Best of all is the vegetable garden.

The day before we left, I planted onion sets, beets, spinach, snow peas, leeks, and rhubarb. By the time we got back, everything had come up except the leeks and rhubarb; by a few days later, the leeks had sprouted. (I seem to have bad luck with rhubarb.)

Two weeks later, the spinach is beginning to look a lot like spinach. (Everything looks like what it is now except the leeks, which look like chives, and the lettuce, which I just planted last weekend.)

 

Those two photos of the whole garden were taken on April 8 and April 26 – a lot of changes in 2.5 weeks. (Click them for bigger versions.)

Now if the squirrels don’t dig too much, we might be set for some great salads and omelets.

Last weekend I dug some compost and extra dirt into the front bed and put a rabbit fence around three quarters of it. Next weekend I’ll buy more fencing along with tomatoes, peppers, various herbs, and (I hope) eggplant.
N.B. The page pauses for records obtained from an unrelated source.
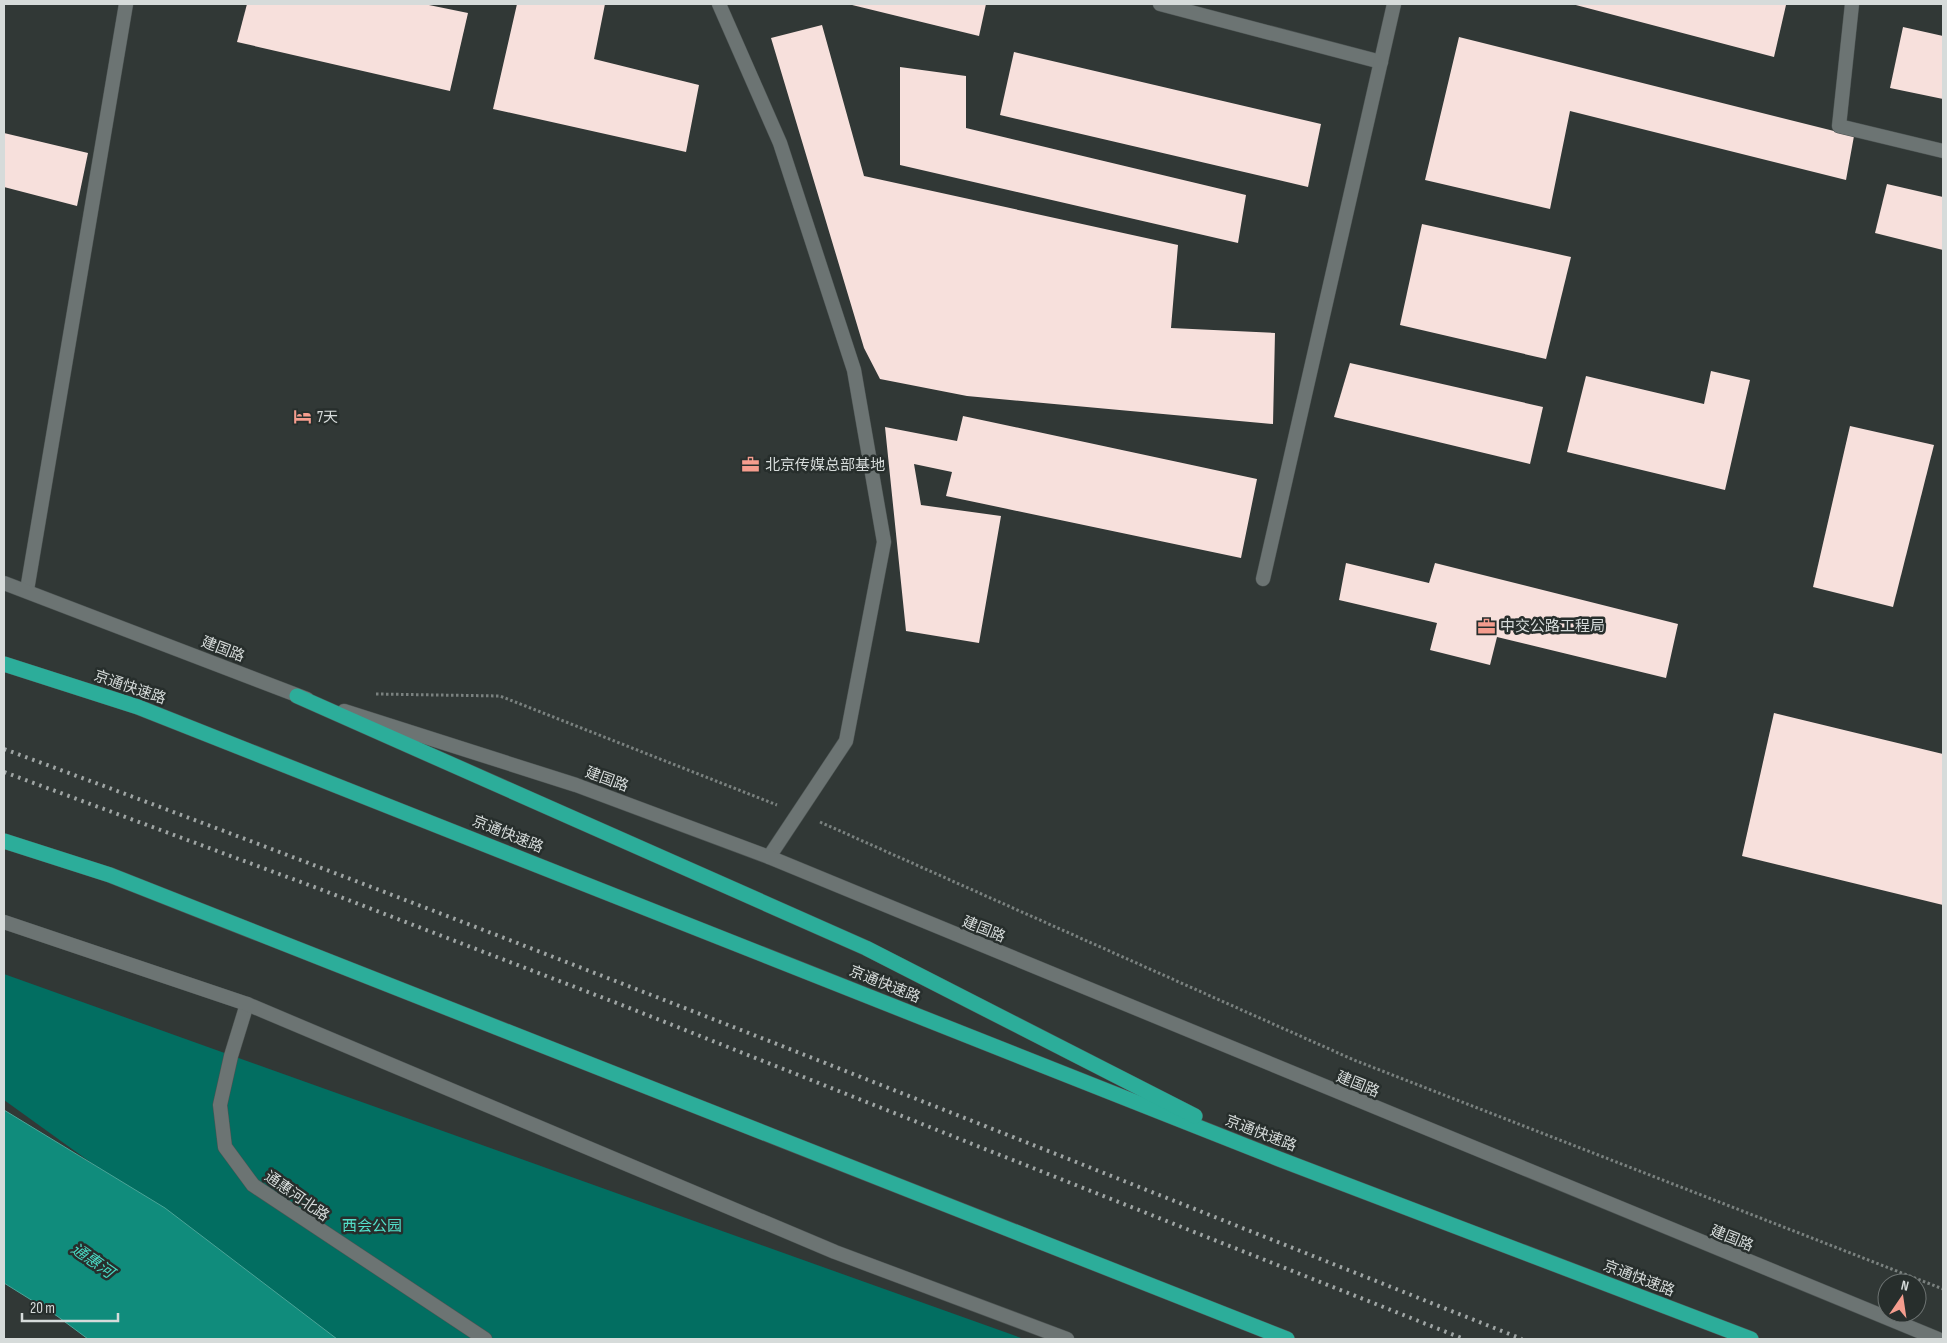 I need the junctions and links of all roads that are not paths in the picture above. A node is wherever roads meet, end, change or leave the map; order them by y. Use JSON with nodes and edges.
{"nodes":[{"id":1,"x":126,"y":4,"type":"edge"},
{"id":2,"x":719,"y":4,"type":"edge"},
{"id":3,"x":1160,"y":4,"type":"edge"},
{"id":4,"x":1394,"y":4,"type":"edge"},
{"id":5,"x":1852,"y":4,"type":"edge"},
{"id":6,"x":1381,"y":62,"type":"junction"},
{"id":7,"x":1943,"y":151,"type":"edge"},
{"id":8,"x":1263,"y":579,"type":"dead end"},
{"id":9,"x":4,"y":583,"type":"edge"},
{"id":10,"x":27,"y":590,"type":"junction"},
{"id":11,"x":4,"y":664,"type":"edge"},
{"id":12,"x":297,"y":696,"type":"junction"},
{"id":13,"x":4,"y":841,"type":"edge"},
{"id":14,"x":769,"y":857,"type":"junction"},
{"id":15,"x":4,"y":922,"type":"edge"},
{"id":16,"x":247,"y":1004,"type":"junction"},
{"id":17,"x":1279,"y":1159,"type":"junction"},
{"id":18,"x":484,"y":1339,"type":"edge"},
{"id":19,"x":1067,"y":1339,"type":"edge"},
{"id":20,"x":1287,"y":1339,"type":"edge"},
{"id":21,"x":1751,"y":1339,"type":"edge"},
{"id":22,"x":1938,"y":1339,"type":"edge"}],
"edges":[{"from":1,"to":10,"type":"main road"},
{"from":2,"to":14,"type":"main road"},
{"from":3,"to":6,"type":"main road"},
{"from":4,"to":6,"type":"main road"},
{"from":5,"to":7,"type":"main road"},
{"from":6,"to":8,"type":"main road"},
{"from":9,"to":10,"type":"main road","name":"建国路"},
{"from":10,"to":12,"type":"main road","name":"建国路"},
{"from":11,"to":17,"type":"highway","name":"京通快速路"},
{"from":12,"to":14,"type":"main road","name":"建国路"},
{"from":12,"to":17,"type":"highway"},
{"from":13,"to":20,"type":"highway"},
{"from":14,"to":22,"type":"main road","name":"建国路"},
{"from":15,"to":16,"type":"main road"},
{"from":16,"to":18,"type":"main road","name":"通惠河北路"},
{"from":16,"to":19,"type":"main road"},
{"from":17,"to":21,"type":"highway","name":"京通快速路"}]} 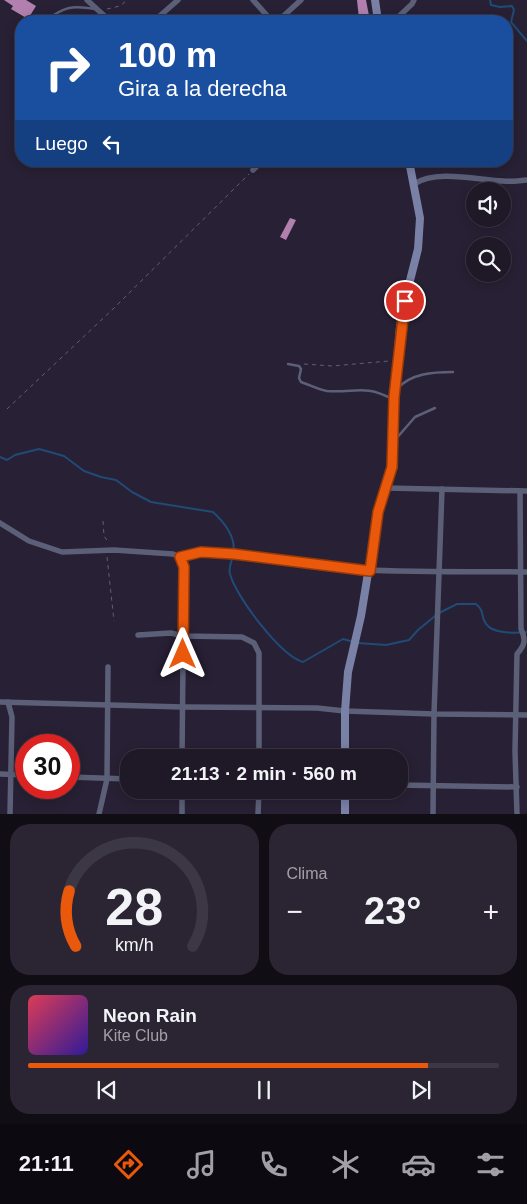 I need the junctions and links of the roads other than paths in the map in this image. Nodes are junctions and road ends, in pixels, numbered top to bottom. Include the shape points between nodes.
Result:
1 (88, 0) edge
2 (178, 0) edge
3 (253, 0) edge
4 (301, 0) edge
5 (375, 0) edge
6 (414, 0) edge
7 (96, 9) junction
8 (53, 15) edge
9 (103, 15) edge
10 (161, 15) edge
11 (267, 15) edge
12 (285, 15) edge
13 (377, 15) edge
14 (400, 15) edge
15 (257, 167) edge
16 (410, 167) edge
17 (254, 170) road end
18 (527, 180) edge
19 (414, 184) junction
20 (288, 364) dead end
21 (453, 372) dead end
22 (394, 396) junction
23 (435, 408) dead end
24 (393, 443) junction
25 (386, 488) junction
26 (442, 489) junction
27 (520, 491) junction
28 (527, 491) edge
29 (0, 523) edge
30 (180, 557) junction
31 (370, 571) junction
32 (440, 572) junction
33 (519, 572) junction
34 (527, 572) edge
35 (138, 635) dead end
36 (183, 636) junction
37 (108, 667) dead end
38 (0, 702) edge
39 (8, 702) junction
40 (108, 705) junction
41 (183, 707) junction
42 (259, 708) junction
43 (345, 711) junction
44 (434, 714) junction
45 (517, 715) junction
46 (527, 715) edge
47 (182, 749) edge
48 (259, 749) edge
49 (345, 749) edge
50 (0, 774) edge
51 (11, 775) junction
52 (15, 775) edge
53 (80, 778) edge
54 (107, 779) junction
55 (120, 779) edge
56 (408, 785) edge
57 (434, 786) junction
58 (517, 787) junction
59 (182, 799) edge
60 (259, 799) edge
61 (345, 799) edge
62 (10, 814) edge
63 (99, 814) edge
64 (182, 814) edge
65 (258, 814) edge
66 (345, 814) edge
67 (433, 814) edge
68 (517, 814) edge

1 - 7 street
2 - 10 street
3 - 11 street
4 - 12 street
5 - 13 street
6 - 14 street
7 - 8 lane via 70,6
7 - 9 street
15 - 17 street
16 - 19 street
18 - 19 street via 505,182 445,177 427,178
19 - 22 street via 420,230 402,312
20 - 22 lane via 299,366 301,382 325,390 370,389
21 - 22 lane via 422,374 409,379
22 - 24 street
23 - 24 lane via 415,417
24 - 25 street via 392,467
25 - 26 street
25 - 31 street via 378,512
26 - 27 street
26 - 32 street
27 - 28 street
27 - 33 street
29 - 30 street via 28,541 62,552 114,550
30 - 31 street via 201,552 234,554
30 - 36 street via 184,567
31 - 32 street
31 - 43 street via 348,672
32 - 33 street
32 - 44 street
33 - 34 street
33 - 45 street via 521,629 525,638 524,646 517,654
35 - 36 street via 170,633
36 - 41 street
36 - 42 street via 242,637 254,643 259,653
37 - 40 street
38 - 39 street
39 - 40 street
39 - 51 street via 12,717
40 - 41 street
40 - 54 street
41 - 42 street
41 - 47 street
42 - 43 street
42 - 48 street
43 - 44 street
43 - 49 street
44 - 45 street
44 - 57 street
45 - 46 street
45 - 58 street
50 - 51 street
51 - 52 street
51 - 62 street
53 - 54 street
54 - 55 street
54 - 63 street
56 - 57 street
57 - 58 street
57 - 67 street
58 - 68 street
59 - 64 street
60 - 65 street
61 - 66 street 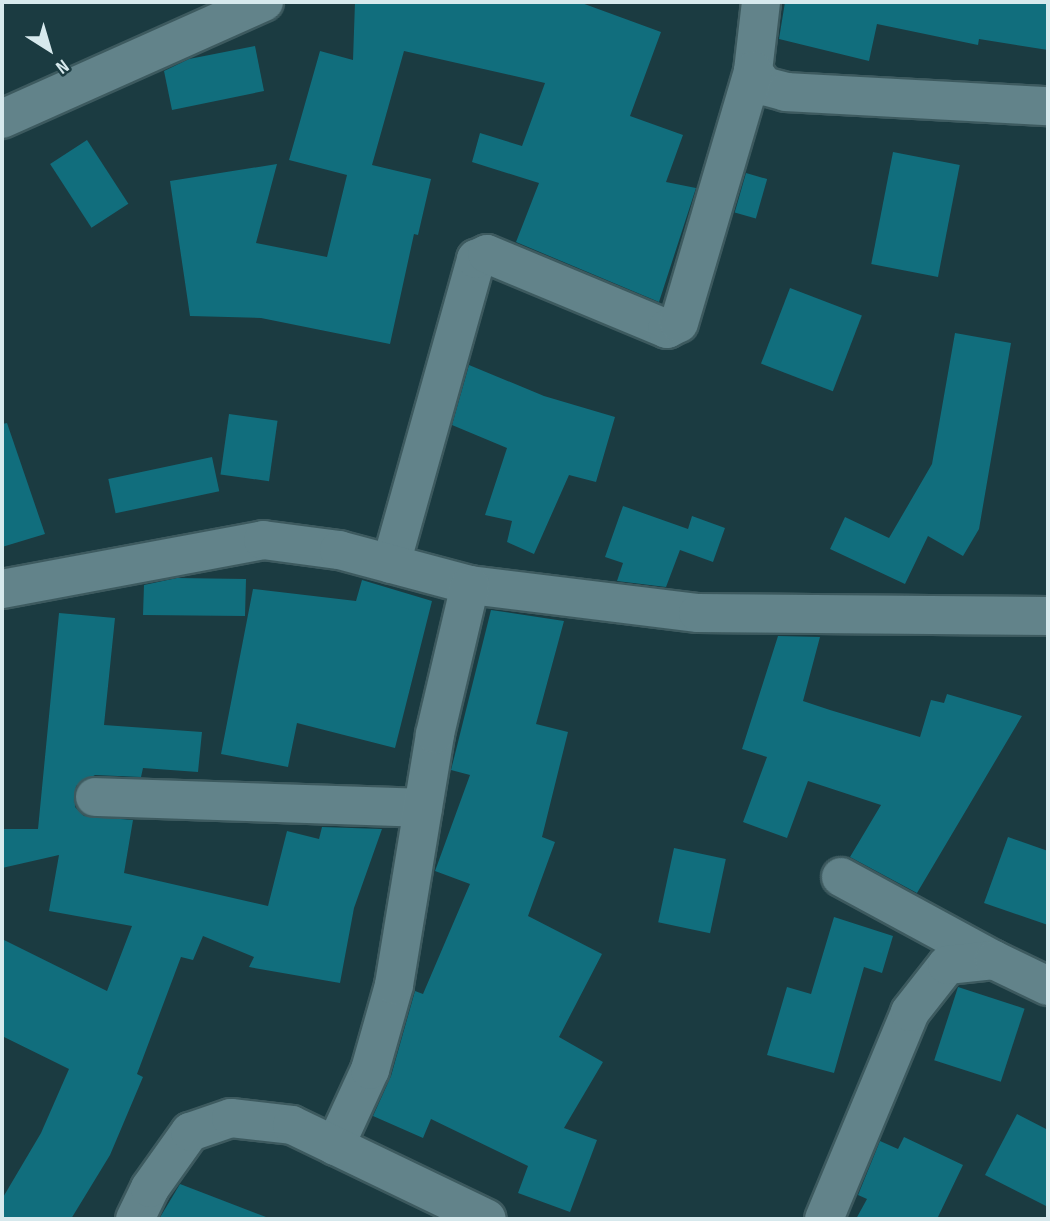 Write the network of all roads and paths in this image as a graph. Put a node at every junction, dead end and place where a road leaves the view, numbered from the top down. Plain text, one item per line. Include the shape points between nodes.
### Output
1 (264, 2) edge
2 (761, 2) edge
3 (753, 71) junction
4 (1048, 106) edge
5 (2, 119) edge
6 (391, 564) junction
7 (470, 585) junction
8 (2, 589) edge
9 (1048, 617) edge
10 (95, 797) dead end
11 (422, 808) junction
12 (841, 877) dead end
13 (994, 960) junction
14 (1048, 986) edge
15 (335, 1146) junction
16 (135, 1219) edge
17 (487, 1219) edge
18 (824, 1219) edge

1 - 5 street
2 - 3 street
3 - 4 street via 764,86 786,92
3 - 6 street via 679,323 667,329 487,254 477,259
6 - 7 street
6 - 8 street via 339,550 263,540
7 - 9 street via 698,614
7 - 11 street
10 - 11 street
11 - 15 street via 394,985 370,1070
12 - 13 street
13 - 14 street
13 - 18 street via 947,965 910,1012
15 - 16 street via 292,1125 231,1118 190,1132 150,1188
15 - 17 street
I never posted a final update from last season: We got lots of hot peppers, a few bell peppers, a few tomatoes (the ones in the back got late blight), and lots of parsley. The cabbage succumbed to cabbage worms, the rutabagas didn’t produce rutabagas, the eggplants and zucchini didn’t fruit. It’s sunnier in the front so things should do better there, and I tried to put only early plants in the back.